8.08	Lease Agreement.  The Buyer shall enter into a Lease 
Agreement in the form attached hereto as Exhibit A for the property at 25 
Union Avenue, Sudbury, Massachusetts, promptly following the 
acquisition of such property by the Seller or the Stockholder (or an 
affiliate of either such party).
ARTICLE IX INTENTIONALLY OMITTED
ARTICLE X
MISCELLANEOUS
10.01	Press Releases and Public Announcements.  No Party shall 
issue any press release or make any public announcement relating to the 
subject matter of this Agreement prior to the Closing without the prior 
written approval of the other Party; provided, however, that any Party 
may make any public disclosure it believes in good faith is required by 
applicable law or any listing or trading agreement concerning its publicly-
traded securities (in which case the disclosing Party will use its reasonable 
efforts to advise the other Party prior to making the disclosure).
10.02	No Third Party Beneficiaries.  This Agreement shall not 
confer any rights or remedies upon any Person other than the Parties and 
their respective successors and permitted assigns.

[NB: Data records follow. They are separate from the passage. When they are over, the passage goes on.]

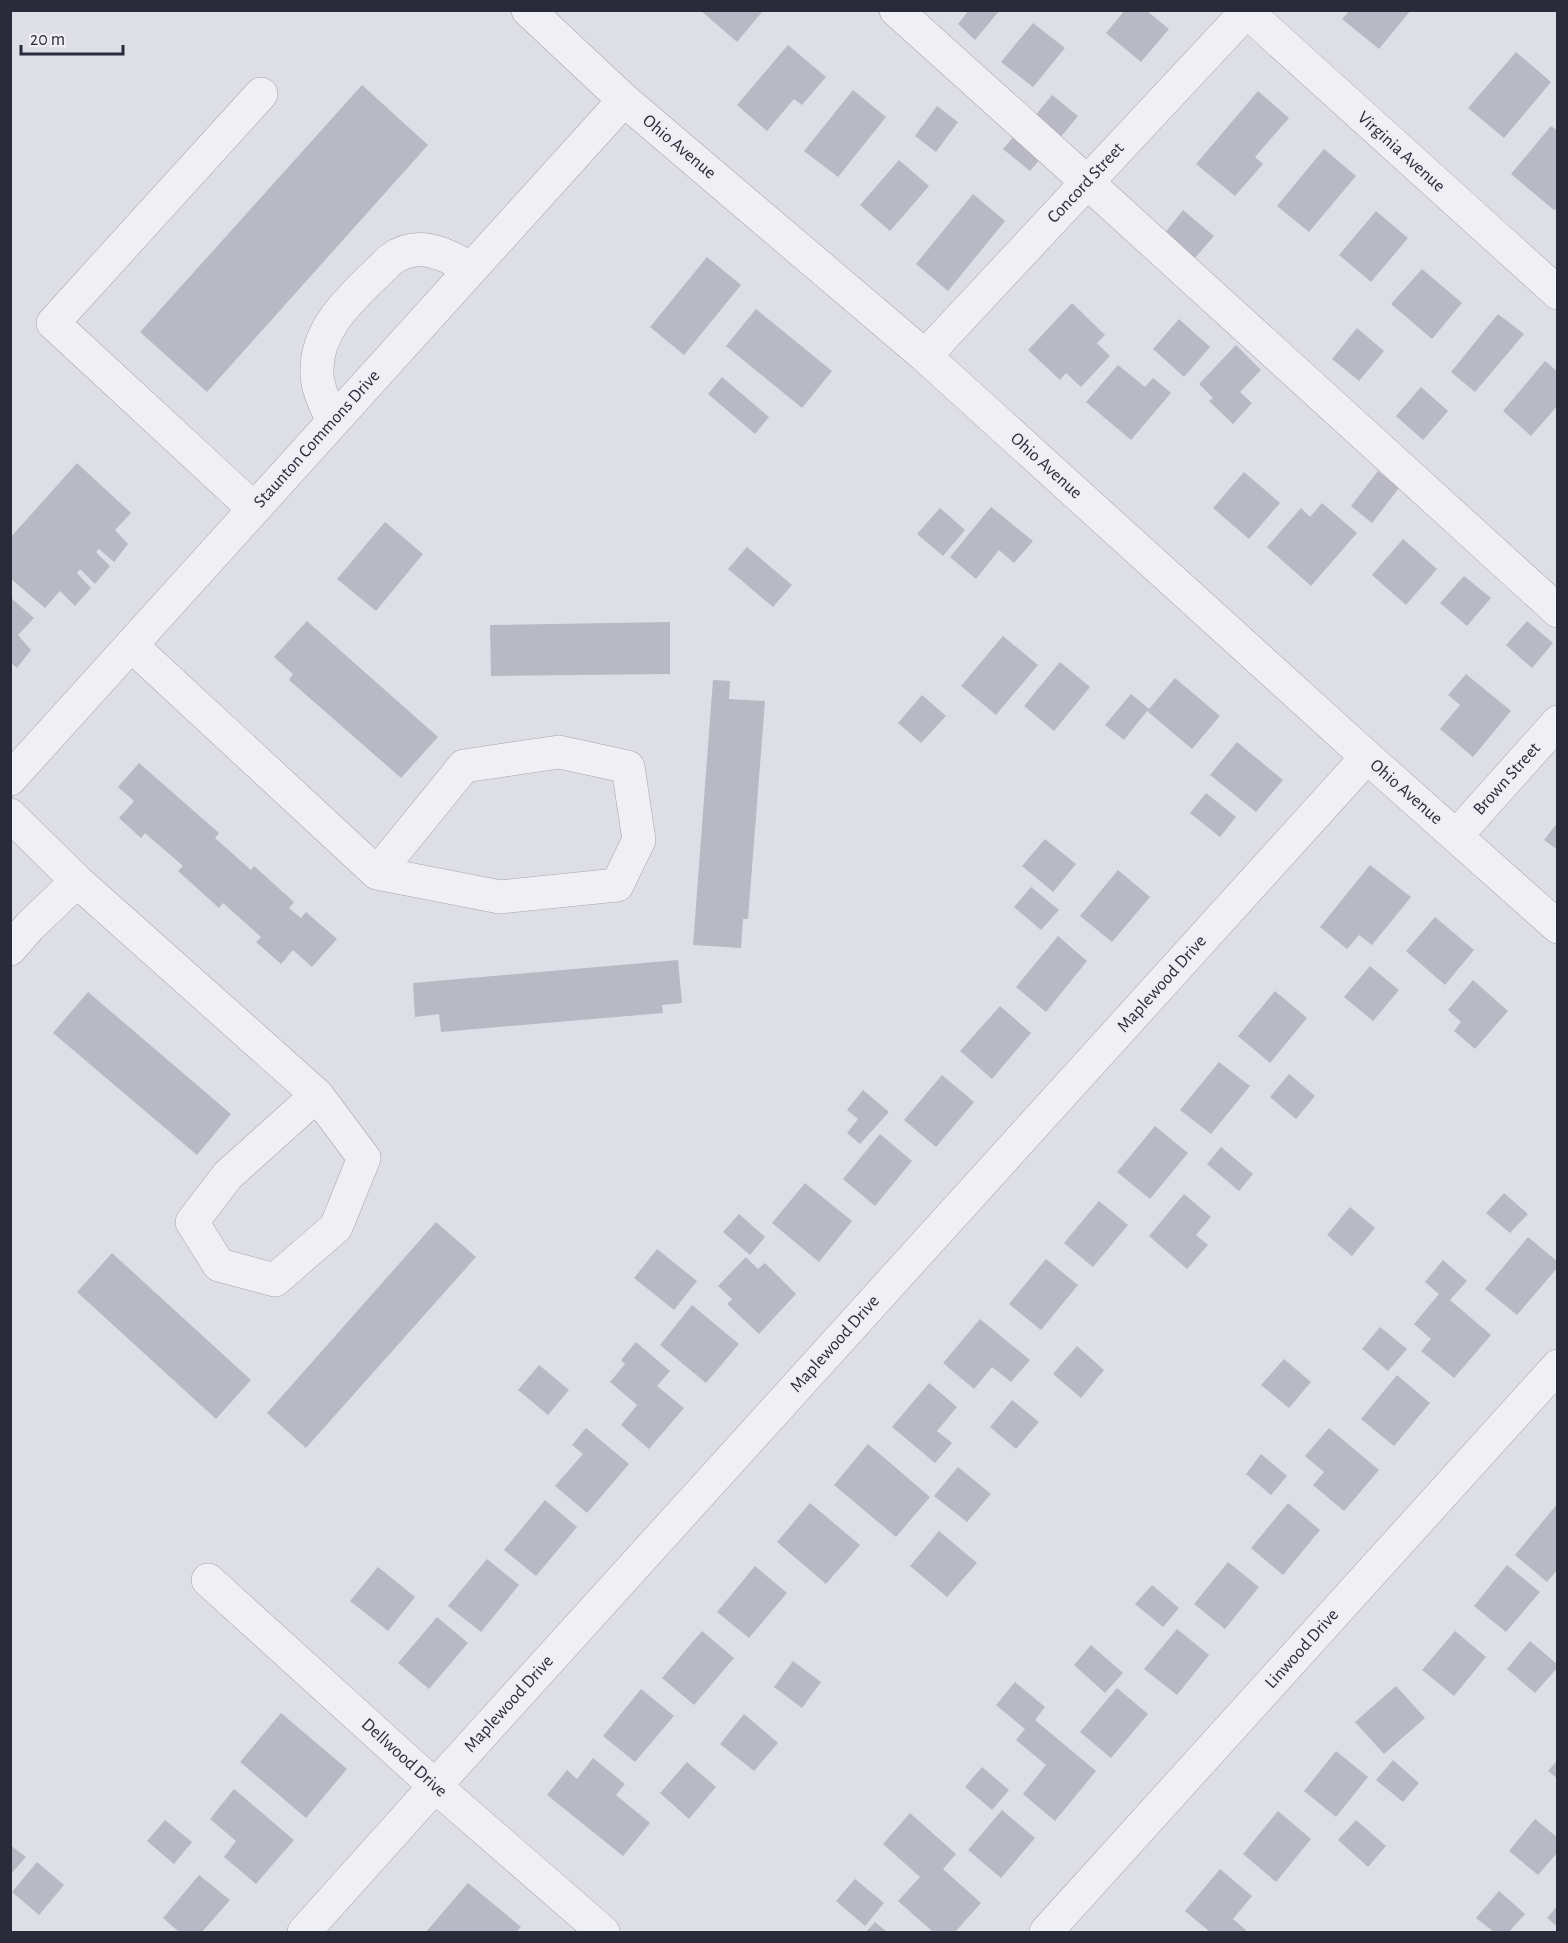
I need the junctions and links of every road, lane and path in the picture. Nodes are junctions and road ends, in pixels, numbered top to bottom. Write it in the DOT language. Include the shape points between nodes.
graph roads {
  1 [pos="528,10"];
  2 [pos="896,10"];
  3 [pos="1246,11"];
  4 [pos="261,94"];
  5 [pos="624,100"];
  6 [pos="1087,182"];
  7 [pos="471,268"];
  8 [pos="1557,293"];
  9 [pos="925,356"];
  10 [pos="333,422"];
  11 [pos="254,509"];
  12 [pos="1557,611"];
  13 [pos="131,645"];
  14 [pos="1557,722"];
  15 [pos="1367,758"];
  16 [pos="10,779"];
  17 [pos="10,815"];
  18 [pos="1456,836"];
  19 [pos="377,873"];
  20 [pos="77,881"];
  21 [pos="1557,927"];
  22 [pos="10,949"];
  23 [pos="316,1095"];
  24 [pos="1557,1366"];
  25 [pos="208,1580"];
  26 [pos="435,1786"];
  27 [pos="304,1932"];
  28 [pos="603,1932"];
  29 [pos="1046,1932"];
  1 -- 5 [label="street, Ohio Avenue"];
  2 -- 6 [label="street"];
  3 -- 6 [label="street, Concord Street"];
  3 -- 8 [label="street, Virginia Avenue"];
  4 -- 11 [label="street" via="53,323"];
  5 -- 7 [label="street, Staunton Commons Drive"];
  5 -- 9 [label="street, Ohio Avenue"];
  6 -- 9 [label="street, Concord Street"];
  6 -- 12 [label="street"];
  7 -- 10 [label="street, Staunton Commons Drive"];
  7 -- 10 [label="street" via="429,250 400,253 333,319 321,341 317,375"];
  9 -- 15 [label="street, Ohio Avenue"];
  10 -- 11 [label="street, Staunton Commons Drive"];
  11 -- 13 [label="street, Staunton Commons Drive"];
  13 -- 16 [label="street, Staunton Commons Drive"];
  13 -- 19 [label="street"];
  14 -- 18 [label="street, Brown Street"];
  15 -- 18 [label="street, Ohio Avenue"];
  15 -- 26 [label="street, Maplewood Drive"];
  17 -- 20 [label="street"];
  18 -- 21 [label="street, Ohio Avenue"];
  19 -- 19 [label="street" via="500,897 616,885 639,840 628,767 559,752 464,766"];
  20 -- 22 [label="street"];
  20 -- 23 [label="street"];
  23 -- 23 [label="street" via="364,1158 336,1227 275,1280 219,1265 192,1222 228,1175"];
  24 -- 29 [label="street, Linwood Drive"];
  25 -- 26 [label="street, Dellwood Drive"];
  26 -- 27 [label="street, Maplewood Drive"];
  26 -- 28 [label="street, Dellwood Drive"];
}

10.03	Entire Agreement.  This Agreement and the Related 
Agreements constitute the entire agreement between the Parties and 
supersede any prior understandings, agreements, or representations by or 
between the Parties, written or oral, to the extent they related in any way 
to the subject matter hereof.
10.04	Succession and Assignment.  This Agreement shall be 
binding upon and inure to the benefit of the Parties named herein and 
their respective successors and permitted assigns.  No Party may assign 
either this Agreement or any of its rights, interests, or obligations 
hereunder without the prior written approval of the other Party; provided, 
however, that the Buyer may assign any or all of its rights and interests 
(but none of its obligations or duties) hereunder to one or more of its 
affiliates.
10.05	Counterparts.  This Agreement may be executed in one or 
more counterparts, each of which shall be deemed an original but all of 
which together will constitute one and the same instrument.
10.06	Headings.  The section headings contained in this Agreement 
are inserted for convenience only and shall not affect in any way the 
meaning or interpretation of this Agreement.

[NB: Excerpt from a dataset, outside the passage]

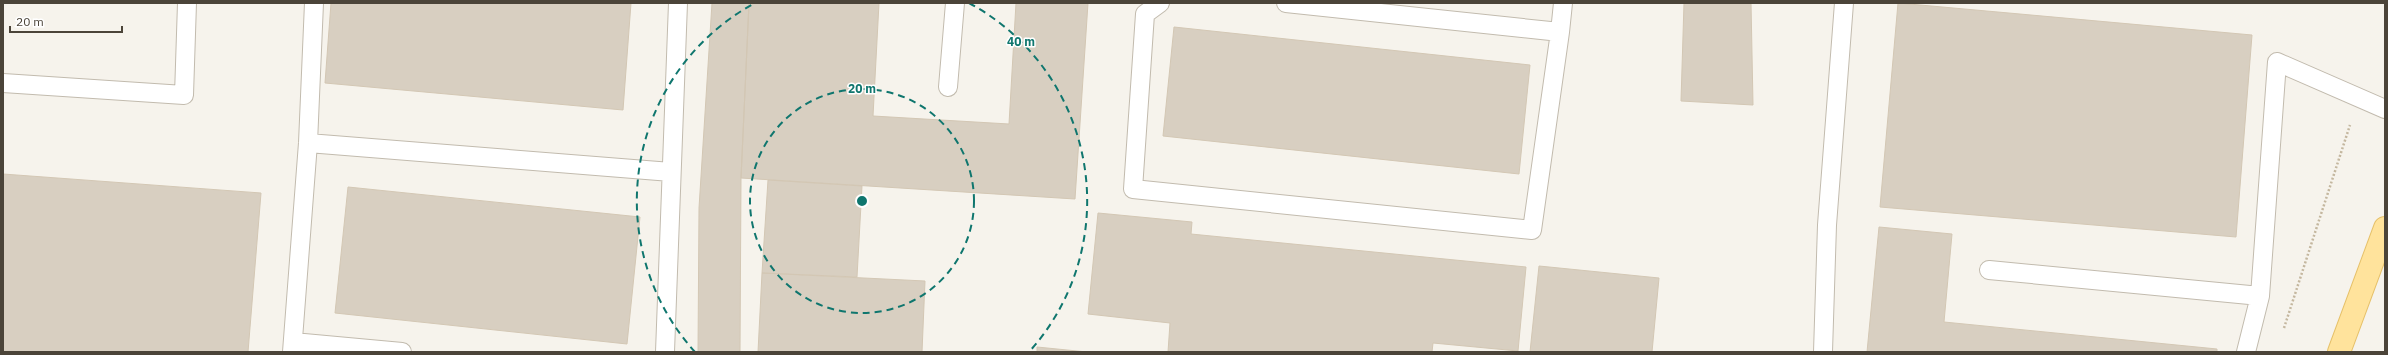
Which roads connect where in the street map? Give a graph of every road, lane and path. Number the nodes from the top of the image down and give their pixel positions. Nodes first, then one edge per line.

10.07	Notices.  All notices, consents, requests, waivers, demands, 
claims, and other communications hereunder must be in writing.  Any 
notice, consent, request, waiver, demand, claim, or other communication 
hereunder shall be deemed duly given if it is delivered (1) by hand, (2) by 
overnight delivery (and then the next business day), or (3) by registered or 
certified mail (and then two business days after), return receipt requested, 
postage prepaid, and addressed to the intended recipient as set forth 
below, provided that in any case a copy is mailed by registered mail, return 
receipt requested, to the appropriate addresses set forth below:
If to the Seller:	Theodore Pasquarello
	74 Fox Run Road
	Sudbury, MA  01776
with a copy to:	Donald B. Abrams, Esq.
	Bingham, Dana & Gould LLP
	150 Federal Street
	Boston, MA  02110
If to the Buyer:	New England Business Service, 
Inc.
	500 Main Street
	Groton, MA  01471
	Attn:  John F. Fairbanks
with a copy to:	Terrence W. Mahoney, Esq.
	Hill & Barlow, a Professional 
Corporation
	One International Place
	Boston, MA  02110
Any Party may send any notice, request, demand, claim, or other 
communication hereunder to the intended recipient at the address set forth 
above using any other means (including personal delivery, expedited 
courier, messenger service, telecopy, telex, ordinary mail, or electronic 
mail), with a copy to the appropriate addresses set forth below delivered 
by the same means, but no such notice, request, demand, claim, or other 
communication shall be deemed to have been duly given unless and until it 
actually is received by the intended recipient.  Any Party may change the 
address to which notices, requests, demands, claims, and other 
communications hereunder are to be delivered by giving the other Parties 
notice in the manner herein set forth.
10.08	Governing Law.  This Agreement shall be governed by and 
construed in accordance with the domestic laws of the Commonwealth of 
Massachusetts without regard to conflicts of laws principles.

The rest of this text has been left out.